• _GOAL OF THE EXERCISE_
In the listing below, find each line that holds "from" and list it.

• _SUPPLIED MATERIAL_

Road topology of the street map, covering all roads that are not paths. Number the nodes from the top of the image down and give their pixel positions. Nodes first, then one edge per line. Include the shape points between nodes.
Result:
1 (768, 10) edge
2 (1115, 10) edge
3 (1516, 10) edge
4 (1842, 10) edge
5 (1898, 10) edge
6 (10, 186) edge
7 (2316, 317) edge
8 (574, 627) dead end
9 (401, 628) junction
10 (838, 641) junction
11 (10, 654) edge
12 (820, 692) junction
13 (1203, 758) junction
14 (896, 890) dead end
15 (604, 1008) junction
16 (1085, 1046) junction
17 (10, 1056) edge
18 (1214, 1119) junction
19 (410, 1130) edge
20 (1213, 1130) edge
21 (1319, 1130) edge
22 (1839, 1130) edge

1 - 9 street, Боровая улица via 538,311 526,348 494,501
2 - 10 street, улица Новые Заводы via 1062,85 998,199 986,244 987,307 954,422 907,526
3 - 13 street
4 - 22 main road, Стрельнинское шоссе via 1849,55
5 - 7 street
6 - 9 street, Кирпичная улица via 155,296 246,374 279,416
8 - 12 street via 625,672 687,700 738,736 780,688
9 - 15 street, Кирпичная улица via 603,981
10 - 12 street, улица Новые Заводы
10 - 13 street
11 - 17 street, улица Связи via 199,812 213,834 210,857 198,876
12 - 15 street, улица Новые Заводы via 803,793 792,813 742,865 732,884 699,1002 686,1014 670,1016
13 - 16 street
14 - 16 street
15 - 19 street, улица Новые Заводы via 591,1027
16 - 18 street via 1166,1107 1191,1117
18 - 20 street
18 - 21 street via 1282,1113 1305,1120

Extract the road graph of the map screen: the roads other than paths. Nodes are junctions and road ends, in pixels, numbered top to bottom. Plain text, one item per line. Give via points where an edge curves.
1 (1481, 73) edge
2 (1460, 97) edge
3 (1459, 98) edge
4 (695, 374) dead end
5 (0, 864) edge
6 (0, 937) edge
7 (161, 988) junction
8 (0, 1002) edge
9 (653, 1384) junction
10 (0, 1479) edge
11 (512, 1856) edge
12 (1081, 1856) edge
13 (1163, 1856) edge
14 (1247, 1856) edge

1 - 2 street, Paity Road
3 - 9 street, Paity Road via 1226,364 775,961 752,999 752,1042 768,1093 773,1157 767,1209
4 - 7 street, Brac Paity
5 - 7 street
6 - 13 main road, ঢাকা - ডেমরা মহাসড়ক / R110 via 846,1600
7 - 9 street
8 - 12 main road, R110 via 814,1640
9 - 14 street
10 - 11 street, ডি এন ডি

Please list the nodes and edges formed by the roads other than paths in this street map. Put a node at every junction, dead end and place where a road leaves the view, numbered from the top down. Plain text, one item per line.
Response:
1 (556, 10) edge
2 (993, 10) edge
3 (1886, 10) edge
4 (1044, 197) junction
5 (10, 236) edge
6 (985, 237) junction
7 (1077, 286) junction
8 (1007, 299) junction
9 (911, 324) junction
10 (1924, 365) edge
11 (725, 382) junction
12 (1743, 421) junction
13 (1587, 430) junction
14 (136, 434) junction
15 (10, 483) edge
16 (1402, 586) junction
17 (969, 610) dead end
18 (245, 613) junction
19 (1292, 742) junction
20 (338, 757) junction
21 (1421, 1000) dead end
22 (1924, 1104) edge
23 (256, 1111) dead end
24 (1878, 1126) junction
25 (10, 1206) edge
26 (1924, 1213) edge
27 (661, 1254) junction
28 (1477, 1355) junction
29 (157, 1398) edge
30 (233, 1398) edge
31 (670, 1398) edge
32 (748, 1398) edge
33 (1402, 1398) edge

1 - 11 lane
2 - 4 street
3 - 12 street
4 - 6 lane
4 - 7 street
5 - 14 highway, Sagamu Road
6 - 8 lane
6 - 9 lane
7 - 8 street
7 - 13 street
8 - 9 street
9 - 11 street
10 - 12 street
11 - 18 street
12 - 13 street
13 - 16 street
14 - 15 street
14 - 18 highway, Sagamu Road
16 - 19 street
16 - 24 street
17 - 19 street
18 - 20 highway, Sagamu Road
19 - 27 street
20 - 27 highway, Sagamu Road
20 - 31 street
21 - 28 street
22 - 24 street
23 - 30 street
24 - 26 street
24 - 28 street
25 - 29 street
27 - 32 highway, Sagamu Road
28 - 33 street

• _RESULT OF THE EXERCISE_
Road topology of the street map, covering all roads that are not paths. Number the nodes from the top of the image down and give their pixel positions. Nodes first, then one edge per line. Include the shape points between nodes.
Please list the nodes and edges formed by the roads other than paths in this street map. Put a node at every junction, dead end and place where a road leaves the view, numbered from the top down. Plain text, one item per line.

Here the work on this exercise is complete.